Es dauert eine Weile, bis das penetrante Quietschen meines Handyweckers mich aus dem Land der Träume geholt hat. Entsprechend eilig habe ich es zu einer Tageszeit, wo man es nicht eilig haben sollte, und stolpere über die Kante meines Bettvorlegers. Autsch! Sini, du solltest endlich aufhören zu studieren und stattdessen deinen langjährigen Traum in die Tat umsetzen: ich schreibe einen Ratgeber zum Thema "Wie verletze ich mich im Haushalt am einfachsten selbst?"

Während die Beule an meinem Kinn fröhlich immer größer wird, schmeiße ich hastig die Kaffeemaschine an, sprinte ins Bad und in die Dusche. Hätt ich mal lieber bleiben lassen sollen ... Der Duschvorleger bekennt sich zu seinem Eigenleben und befördert mich dermaßen schwungvoll in die Kabine, dass die Beule Gesellschaft bekommt - von einer Kollegin, die es sich auf meiner Stirn gemütlich macht.

Seeeehr vorsichtig, damit ich nicht ausrutsche, steige ich wenig später wieder raus aus der Dusche, trockne mich ab und ziehe mir irgendwas an, das im Weg rumliegt, damit ich vielleicht doch noch pünktlich um 9.00 Uhr c.t. zu meinem eigenen Referat komme.

Damit ich das irgendwie schaffen kann, will ich mir den Kaffee hinter die Binde kippen - aber die Kaffeemaschine hat beschlossen, heute morgen verstopft zu sein. Und vom Fußboden wollte ich den Kaffee dann doch nicht schlürfen. Oh Mann! Karma is watching you ...

Ohne einen Kaffee, geschweige denn ein Frühstück, schwinge ich mich auf mein Rad und versuche, mich an die Straßenverkehrsordnung zu halten - bis ich an einer knallgrünen Ampel eine Vollbremsung mache, weil mir schlagartig klar wird, dass ich keine Tasche umhängen und also das Skript für das Referat zu Hause gelassen habe. Meine Vergesslichkeit hat Auswirkungen, was man sehr deutlich an dem Bremsgeräusch meines Hintermannes hören kann, der nämlich versucht, mich nicht aus Versehen zu ermorden. Schwein gehabt! Mein Karma hat offensichtlich nicht mitgekriegt, dass er zur Stelle war.

Ich ignoriere das anhaltende Geschimpfe des jungen Mannes mit - huch! - mintgrünen Haaren und einem ausgesprochen mordlustigen Gesichtsausdruck, der, um mich am Leben zu lassen, leider zwei Meter von Seouls schönstem Straßenrandbeet ... umgestaltet hat und jetzt erstmal nicht wieder da rauskommt. Stattdessen sause ich nach Hause, grabsche nach dem Referat, radele zurück, sehe unterwegs, wie der Typ von fünf anderen fluchenden Fahrern mit vereinten Kräften aus dem Beet geschoben wird, und lege einen Langstreckenrekord im Unitreppenüberwinden hin.

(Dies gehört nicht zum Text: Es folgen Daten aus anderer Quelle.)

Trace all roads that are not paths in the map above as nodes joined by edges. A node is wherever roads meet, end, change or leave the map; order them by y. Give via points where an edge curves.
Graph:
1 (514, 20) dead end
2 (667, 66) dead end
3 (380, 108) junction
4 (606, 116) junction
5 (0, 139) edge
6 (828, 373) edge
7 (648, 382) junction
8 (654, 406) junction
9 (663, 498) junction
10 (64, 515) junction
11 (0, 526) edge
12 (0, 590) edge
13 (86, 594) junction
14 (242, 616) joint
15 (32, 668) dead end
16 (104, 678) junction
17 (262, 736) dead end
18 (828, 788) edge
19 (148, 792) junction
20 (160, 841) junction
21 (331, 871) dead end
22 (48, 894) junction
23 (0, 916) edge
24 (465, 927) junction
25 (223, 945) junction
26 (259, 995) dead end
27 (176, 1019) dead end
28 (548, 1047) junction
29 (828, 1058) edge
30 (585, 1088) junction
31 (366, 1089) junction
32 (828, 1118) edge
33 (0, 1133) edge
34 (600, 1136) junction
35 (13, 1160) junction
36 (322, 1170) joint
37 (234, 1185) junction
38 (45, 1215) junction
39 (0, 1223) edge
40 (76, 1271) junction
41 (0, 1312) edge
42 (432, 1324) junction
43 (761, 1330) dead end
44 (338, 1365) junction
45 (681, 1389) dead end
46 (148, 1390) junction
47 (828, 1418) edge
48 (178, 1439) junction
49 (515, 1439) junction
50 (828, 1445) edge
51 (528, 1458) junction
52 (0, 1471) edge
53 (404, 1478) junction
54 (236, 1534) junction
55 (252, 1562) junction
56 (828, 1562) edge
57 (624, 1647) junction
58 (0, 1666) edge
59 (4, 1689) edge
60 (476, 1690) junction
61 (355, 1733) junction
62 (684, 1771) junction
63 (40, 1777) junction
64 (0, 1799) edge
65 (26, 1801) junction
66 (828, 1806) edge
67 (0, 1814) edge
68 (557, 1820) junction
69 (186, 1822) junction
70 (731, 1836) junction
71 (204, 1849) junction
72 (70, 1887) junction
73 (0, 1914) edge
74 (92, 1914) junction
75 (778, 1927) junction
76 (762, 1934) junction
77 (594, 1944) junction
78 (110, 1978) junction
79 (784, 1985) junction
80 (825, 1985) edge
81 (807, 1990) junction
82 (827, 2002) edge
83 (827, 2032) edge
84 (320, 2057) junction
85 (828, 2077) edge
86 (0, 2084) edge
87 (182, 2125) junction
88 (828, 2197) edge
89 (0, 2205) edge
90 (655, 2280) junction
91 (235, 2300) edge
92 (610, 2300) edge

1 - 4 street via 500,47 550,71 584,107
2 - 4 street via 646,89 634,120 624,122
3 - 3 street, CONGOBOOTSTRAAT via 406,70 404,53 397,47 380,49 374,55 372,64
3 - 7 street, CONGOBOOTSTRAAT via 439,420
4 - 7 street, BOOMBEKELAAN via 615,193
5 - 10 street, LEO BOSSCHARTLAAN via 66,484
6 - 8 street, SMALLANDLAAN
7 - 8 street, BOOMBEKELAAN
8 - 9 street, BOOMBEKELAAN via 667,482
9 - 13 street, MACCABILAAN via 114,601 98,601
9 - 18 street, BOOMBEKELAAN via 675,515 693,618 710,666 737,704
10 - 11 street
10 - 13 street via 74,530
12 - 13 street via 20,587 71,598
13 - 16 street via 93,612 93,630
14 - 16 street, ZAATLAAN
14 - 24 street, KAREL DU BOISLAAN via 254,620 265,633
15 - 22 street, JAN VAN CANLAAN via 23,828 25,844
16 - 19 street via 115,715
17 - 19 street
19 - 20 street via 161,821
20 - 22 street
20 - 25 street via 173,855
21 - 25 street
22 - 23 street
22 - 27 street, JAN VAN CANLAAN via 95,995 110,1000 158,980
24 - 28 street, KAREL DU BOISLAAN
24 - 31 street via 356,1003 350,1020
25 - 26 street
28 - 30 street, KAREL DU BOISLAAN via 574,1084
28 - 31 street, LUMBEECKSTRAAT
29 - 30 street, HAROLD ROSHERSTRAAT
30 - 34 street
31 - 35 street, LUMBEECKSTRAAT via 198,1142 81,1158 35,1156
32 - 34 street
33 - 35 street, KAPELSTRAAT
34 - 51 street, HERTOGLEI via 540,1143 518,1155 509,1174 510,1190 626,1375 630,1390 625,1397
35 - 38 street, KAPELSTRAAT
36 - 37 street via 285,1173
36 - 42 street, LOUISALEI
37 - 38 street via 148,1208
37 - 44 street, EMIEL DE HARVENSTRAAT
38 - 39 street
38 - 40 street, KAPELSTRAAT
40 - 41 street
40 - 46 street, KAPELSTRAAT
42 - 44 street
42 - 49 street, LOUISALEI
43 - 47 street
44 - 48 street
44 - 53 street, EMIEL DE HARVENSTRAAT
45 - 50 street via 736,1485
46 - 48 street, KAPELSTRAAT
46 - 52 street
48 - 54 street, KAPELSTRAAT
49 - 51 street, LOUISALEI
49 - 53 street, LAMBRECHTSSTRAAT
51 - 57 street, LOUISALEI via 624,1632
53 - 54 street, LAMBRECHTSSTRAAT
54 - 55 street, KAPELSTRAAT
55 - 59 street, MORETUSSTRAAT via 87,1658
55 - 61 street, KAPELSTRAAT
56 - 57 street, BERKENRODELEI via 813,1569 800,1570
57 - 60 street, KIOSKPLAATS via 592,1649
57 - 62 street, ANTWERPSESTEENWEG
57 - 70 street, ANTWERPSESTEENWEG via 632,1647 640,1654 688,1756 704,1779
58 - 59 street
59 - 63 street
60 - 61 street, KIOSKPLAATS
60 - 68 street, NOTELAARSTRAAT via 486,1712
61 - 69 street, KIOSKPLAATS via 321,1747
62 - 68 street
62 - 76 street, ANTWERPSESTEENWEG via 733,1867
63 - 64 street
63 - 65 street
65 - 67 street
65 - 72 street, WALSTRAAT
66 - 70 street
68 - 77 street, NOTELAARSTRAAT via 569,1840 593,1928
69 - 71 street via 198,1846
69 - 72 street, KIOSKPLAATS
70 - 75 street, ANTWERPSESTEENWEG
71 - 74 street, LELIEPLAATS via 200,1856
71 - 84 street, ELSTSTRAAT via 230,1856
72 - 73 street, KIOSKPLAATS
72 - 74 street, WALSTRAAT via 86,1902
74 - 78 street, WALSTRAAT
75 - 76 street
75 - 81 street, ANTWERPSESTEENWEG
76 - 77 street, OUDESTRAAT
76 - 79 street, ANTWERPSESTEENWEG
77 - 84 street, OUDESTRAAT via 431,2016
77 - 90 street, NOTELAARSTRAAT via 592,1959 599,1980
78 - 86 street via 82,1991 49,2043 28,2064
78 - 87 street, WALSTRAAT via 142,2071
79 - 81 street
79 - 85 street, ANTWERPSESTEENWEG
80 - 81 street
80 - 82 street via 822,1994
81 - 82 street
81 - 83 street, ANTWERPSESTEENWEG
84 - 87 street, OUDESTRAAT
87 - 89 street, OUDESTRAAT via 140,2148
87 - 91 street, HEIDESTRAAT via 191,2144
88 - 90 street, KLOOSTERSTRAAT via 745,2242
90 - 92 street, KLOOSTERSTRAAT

Ich komme auch fast gar nicht zehn Minuten zu spät, lasse mich außer Atem auf den Stuhl am Pult fallen, der daraufhin beschließt "der Klügere gibt nach" und stelle fest: aller guten Dinge sind drei - jetzt habe ich auch noch eine Beule am Steiß. Dafür läuft das Referat eigentlich ganz gut.


 11.03 Uhr

So. Das Referat ist geschafft, und wenn ich Glück habe, kümmert sich mein Karma grade um jemand anderen. Ich hab nämlich noch sooo viel zu tun, bevor ich beim Job antreten muss - es wäre ganz praktisch, wenn ich das Mistvieh nicht noch länger an den Hacken hätte.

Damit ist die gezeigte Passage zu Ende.